RISC-V’s Open-Source Architecture Shakes Up Chip Design

In the past decade, many technologists have adopted the mantra that software is eating the world. However, all of that software has to run on something. And that something is silicon.

Unfortunately, the chip world has hit a roadblock with the fade-out of Moore’s Law.

The challenge of building circuits that require years of research and development, combined with rapid advancements in software, is making it more difficult for silicon designers to predict the future. Given the multimillion-dollar stakes associated with new chip architectures, every investment is a big risk.

Meanwhile, Apple, Facebook, Google, and Samsung have decided to build their own silicon instead of relying on Intel, Qualcomm, or others. Thus, investing hundreds of millions of dollars into a new chip architecture becomes even riskier, with less potential to win a major new customer.

These shifts have produced a boom of interest in a chip architecture called RISC-V (pronounced “risk-five”), which was created eight years ago at the University of California, Berkeley. RISC-V is the fifth generation of the “reduced instruction set computer” type of architecture. Just like the instruction sets for the ARM, PowerPC, or x86 architectures, RISC-V defines how the computer operates at the most basic software level.

But what’s so compelling about RISC-V isn’t the technology—it’s the economics. The instruction set is open source.
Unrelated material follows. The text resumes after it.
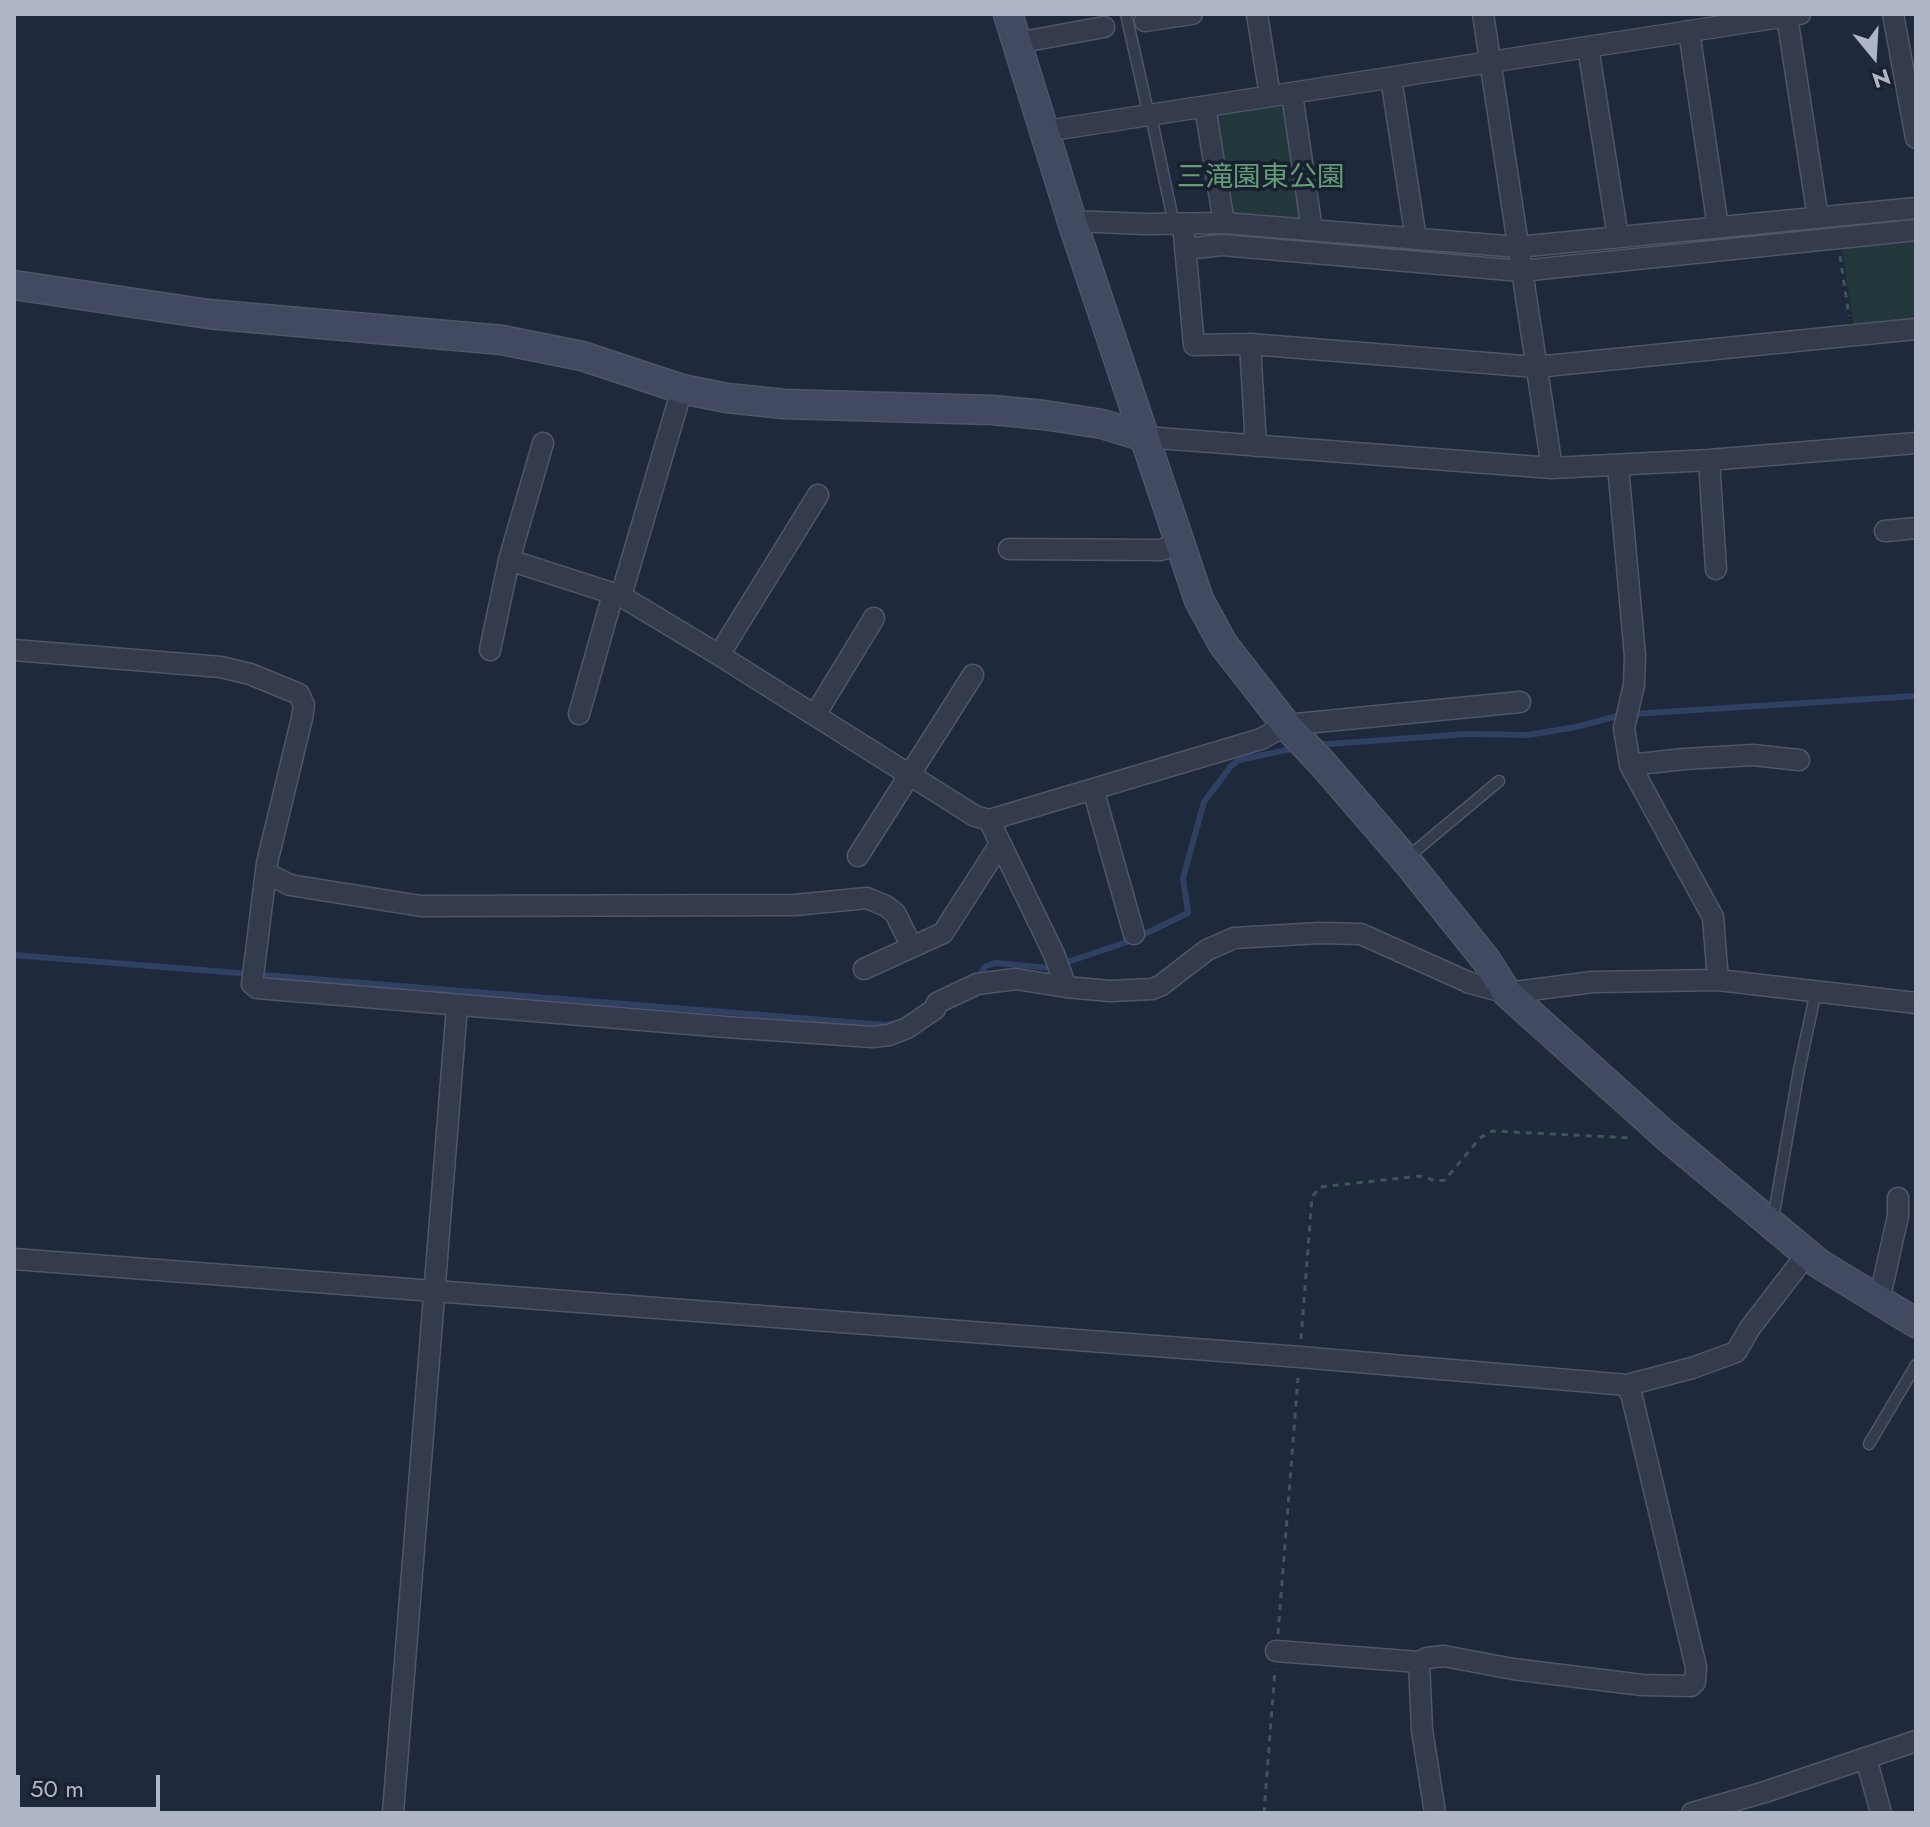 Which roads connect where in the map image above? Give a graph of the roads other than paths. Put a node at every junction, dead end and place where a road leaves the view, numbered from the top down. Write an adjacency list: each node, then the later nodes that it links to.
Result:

Anyone can download it and design a chip based on the architecture without paying a fee. If you wanted to do that with ARM, you’d have to pay its developer, Arm Holding, a few million dollars for a license. If you wanted to use x86, you’re out of luck because Intel licenses its instruction set only to Advanced Micro Devices.

For manufacturers, the open-source approach could lower the risks associated with building custom chips. Already, Nvidia and Western Digital Corp. have decided to use RISC-V in their own internally developed silicon. Western Digital’s chief technology officer has said that in 2019 or 2020, the company will unveil a new RISC-V processor for the more than 1 billion cores the storage firm ships each year. Likewise, Nvidia is using RISC-V for a governing microcontroller that it places on the board to manage its massively multicore graphics processors.

For years, giant tech firms have designed their own silicon to handle special jobs associated with their equipment. With RISC-V, a tech firm can now start with an instruction set and then invest in CPU architects and other engineers to build out and test chips without paying a huge up-front licensing fee.

For example, a startup in France called GreenWaves Technologies has built a dedicated chip for the Internet of Things. The company chose the RISC-V architecture because it wanted to avoid raising the crazy amounts of money typically needed for chip startups. GreenWaves CEO Loic Lietar said the company has raised €3.1 million (US $3.6 million) and has already managed to produce a sample of its silicon.  

This technology lowers the cost of creating custom chips, which means more and more companies may elect to build their own. As for the existing players, I don’t think RISC-V represents a bigger threat to Intel than does the slow fade of Moore’s Law and former customers deciding to build their own dedicated silicon. And I don’t think Arm will necessarily lose licensing fees to RISC-V right away—but the technology could bring on a wave of competitive silicon that hurts incumbents in the long run.

This article appears in the August 2018 print issue as “The Rise of RISC.”